In: Economics
How did the brook farm community have an impact on the united states? And does it still effect it today?
Brook Farm, formally The Brook Farm Agriculture and Education Institute, a short-lived utopian experiment in community living The 175-acre farm (now in Boston) was located in West Roxbury, Mass. George Ripley, a former Unitarian priest, editor of The Dial (a critical literary monthly), and a pioneer of the Transcendental Club, an informal group of Boston area intellectuals, had organized and practically led it. He was accompanied by his aunt, a woman of broad culture and academic background, Sophia Dana Ripley.

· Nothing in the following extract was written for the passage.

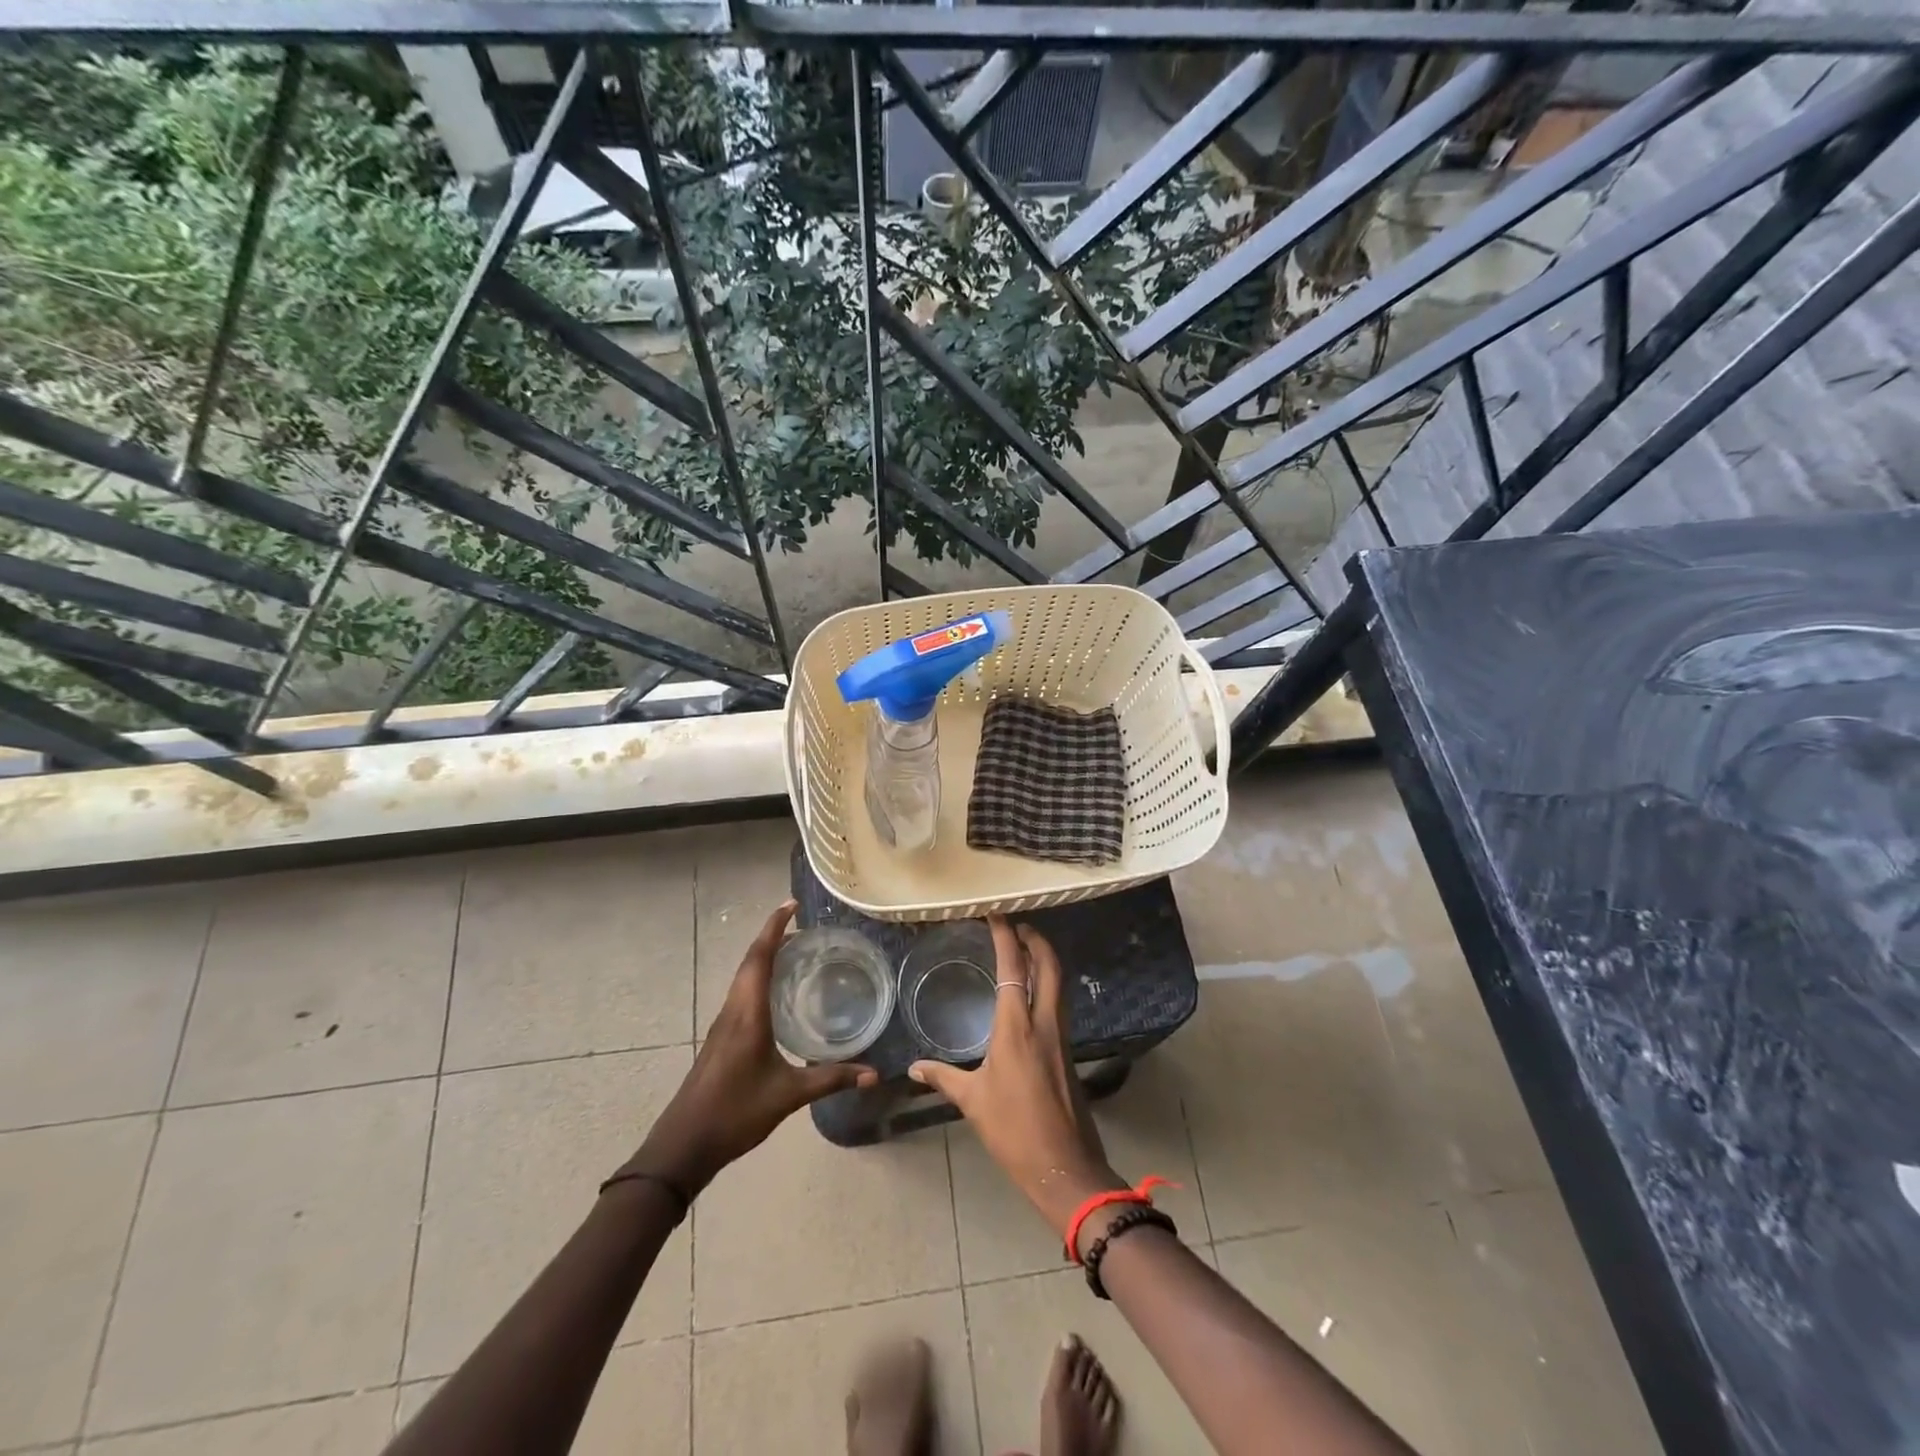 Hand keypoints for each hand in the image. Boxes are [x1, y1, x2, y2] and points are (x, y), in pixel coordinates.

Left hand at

Brook Farm attracted not only intellectuals but also farmers and craftsmen, although teachers were always in preponderance among the 70 or 80 members. It paid $1 a day for work (physical or mental) to men and women and provided housing, clothing, and food at approximately actual cost to all members and their dependents. The commune published The Harbinger, a weekly magazine dedicated to social and political problems, to which James Russell Lowell, John Greenleaf Whittier, and Horace Greeley contributed periodically.
Brook Farm was especially noted for its excellent school's progressive educational philosophy, which aimed to create "complete equality of contact between students and the teaching body." Discipline at the school was never punitive; rather, it consisted of a gentle effort to instill a sense of personal responsibility in the student and to express a passion for intellectual work. There were no specified hours of study and every student was expected to offer manual labour a few hours a day Brook Farm was one of many community life experiments that took place in the United States during the first half of the 19th century; it is better known than most, and has a secure place in U.S. social history due to the distinguished literary figures and associated intellectual leaders.